The two novel contributions to state-of-the-art methods are: (1) A face alignment algorithm that is powerful enough to align faces despite facial dynamics, such as pose, expression and gesture. (2) A method, inspired by the behavior of the human visual system, for selectively processing frames, allowing real-time processing. Current face alignment algorithms fail in extreme pose, or when the face is occluded. We overcome this by warping each face to a target image in an intelligent manner. Facial features are precisely aligned while maintaining the facial expression information within each facial feature. Examples of the algorithm are given in Fig. 2. State-of-the-art systems process every frame of video. They are not fast enough for real-time applications.
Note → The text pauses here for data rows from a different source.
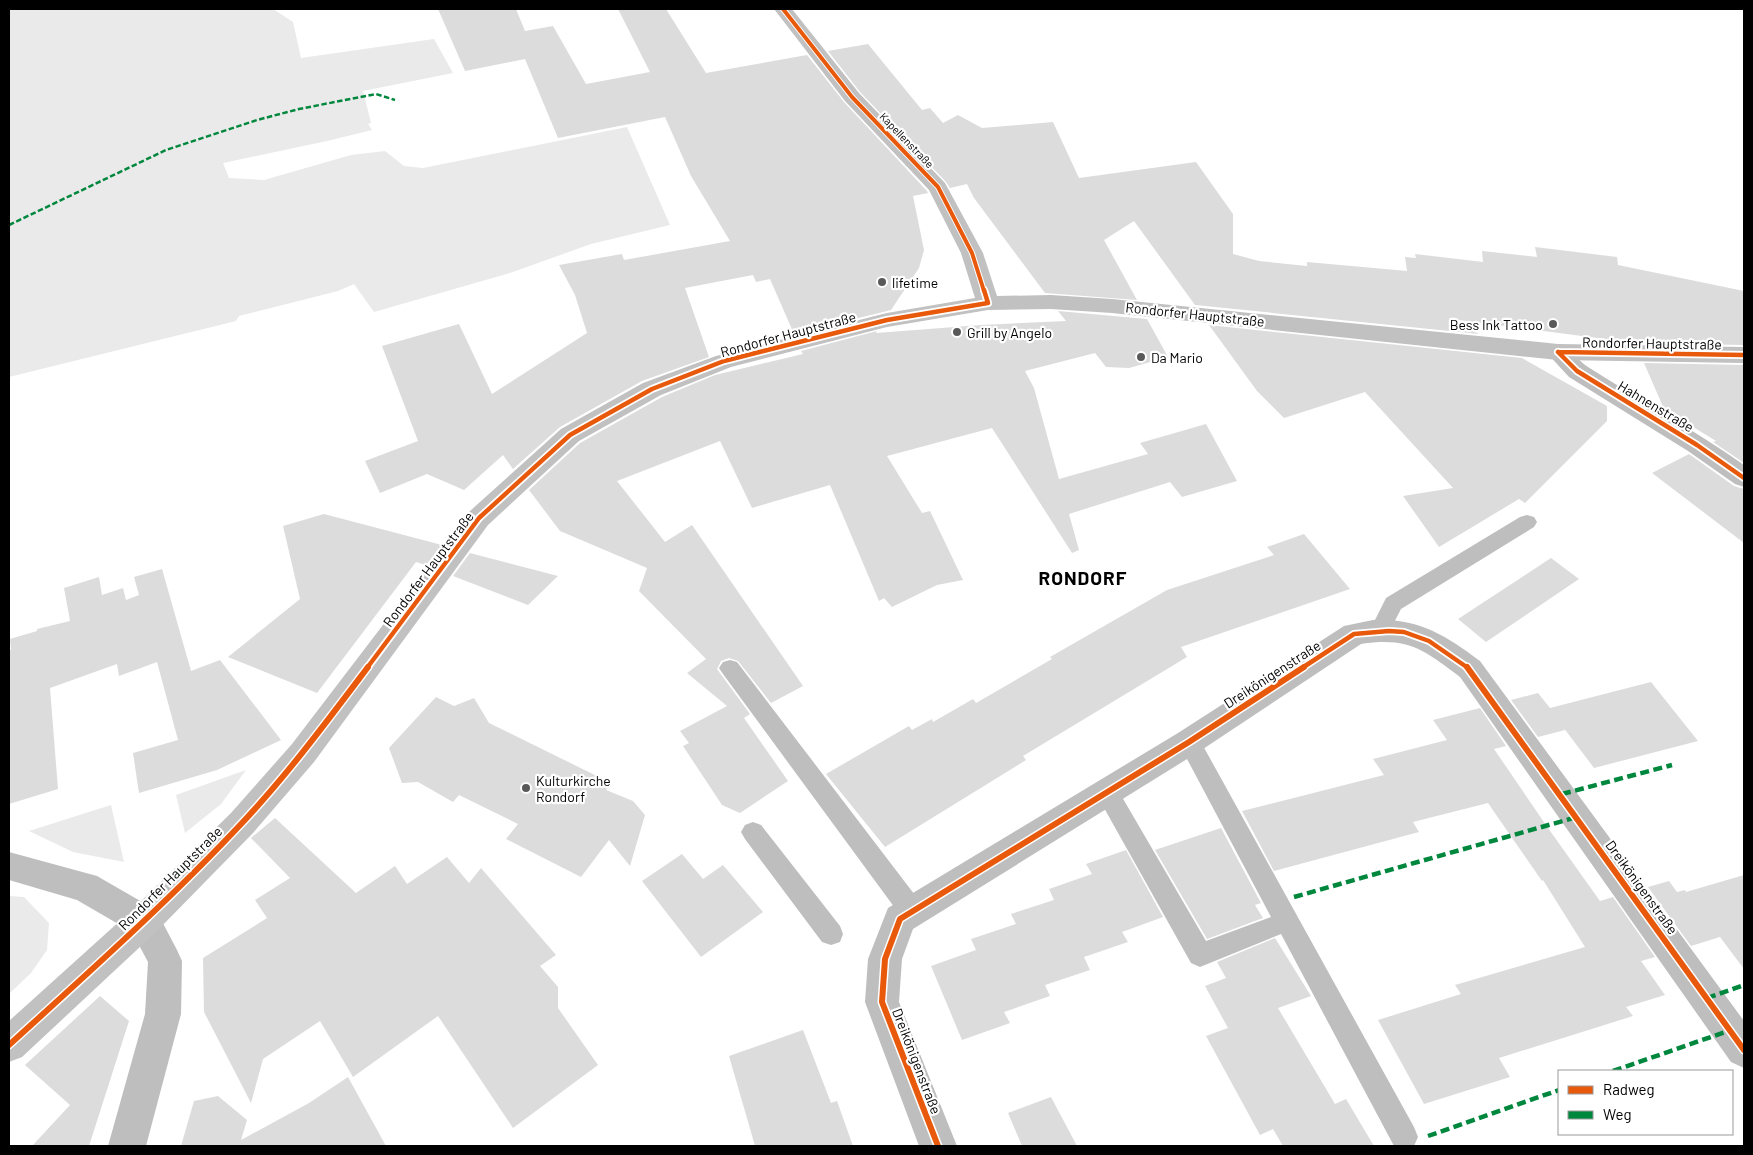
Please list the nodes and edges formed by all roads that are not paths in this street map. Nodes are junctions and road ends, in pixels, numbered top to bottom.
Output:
1 (783, 9) edge
2 (988, 303) junction
3 (1558, 352) junction
4 (1744, 355) edge
5 (1744, 478) edge
6 (1527, 522) dead end
7 (1380, 630) junction
8 (730, 668) dead end
9 (1189, 742) junction
10 (1107, 792) junction
11 (753, 832) dead end
12 (9, 866) edge
13 (912, 911) junction
14 (144, 921) junction
15 (1271, 928) dead end
16 (831, 934) dead end
17 (9, 1045) edge
18 (1744, 1050) edge
19 (1404, 1137) dead end
20 (127, 1146) edge
21 (938, 1146) edge

1 - 2 main road, Kapellenstraße
2 - 3 main road, Rondorfer Hauptstraße
2 - 14 main road, Rondorfer Hauptstraße
3 - 4 main road, Rondorfer Hauptstraße
3 - 5 street, Hahnenstraße
6 - 7 lane
7 - 9 street, Dreikönigenstraße
7 - 18 street, Dreikönigenstraße
8 - 13 lane
9 - 10 street, Dreikönigenstraße
9 - 19 lane
10 - 13 street, Dreikönigenstraße
10 - 15 lane
11 - 16 lane
12 - 14 street
13 - 21 street, Dreikönigenstraße
14 - 17 main road, Rondorfer Hauptstraße
14 - 20 street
We selectively process a video in the same way the human visual system (HVS) processes a scene. The HVS follows a saccade-pause-saccade pattern where the duration of the pause is proportional to how much information is changed. The pause between processing a new frame is inversely proportional to the amount of facial motion, e.g., an idle subject needs a single frame to describe the expression (Fig. 3, top), whereas an actively expressing subject needs many frames (Fig. 3, bottom). We sample video frames (in slices) at a rate that is inversely proportional to the dominant frequency; this captures how frequently the information is changing in a video.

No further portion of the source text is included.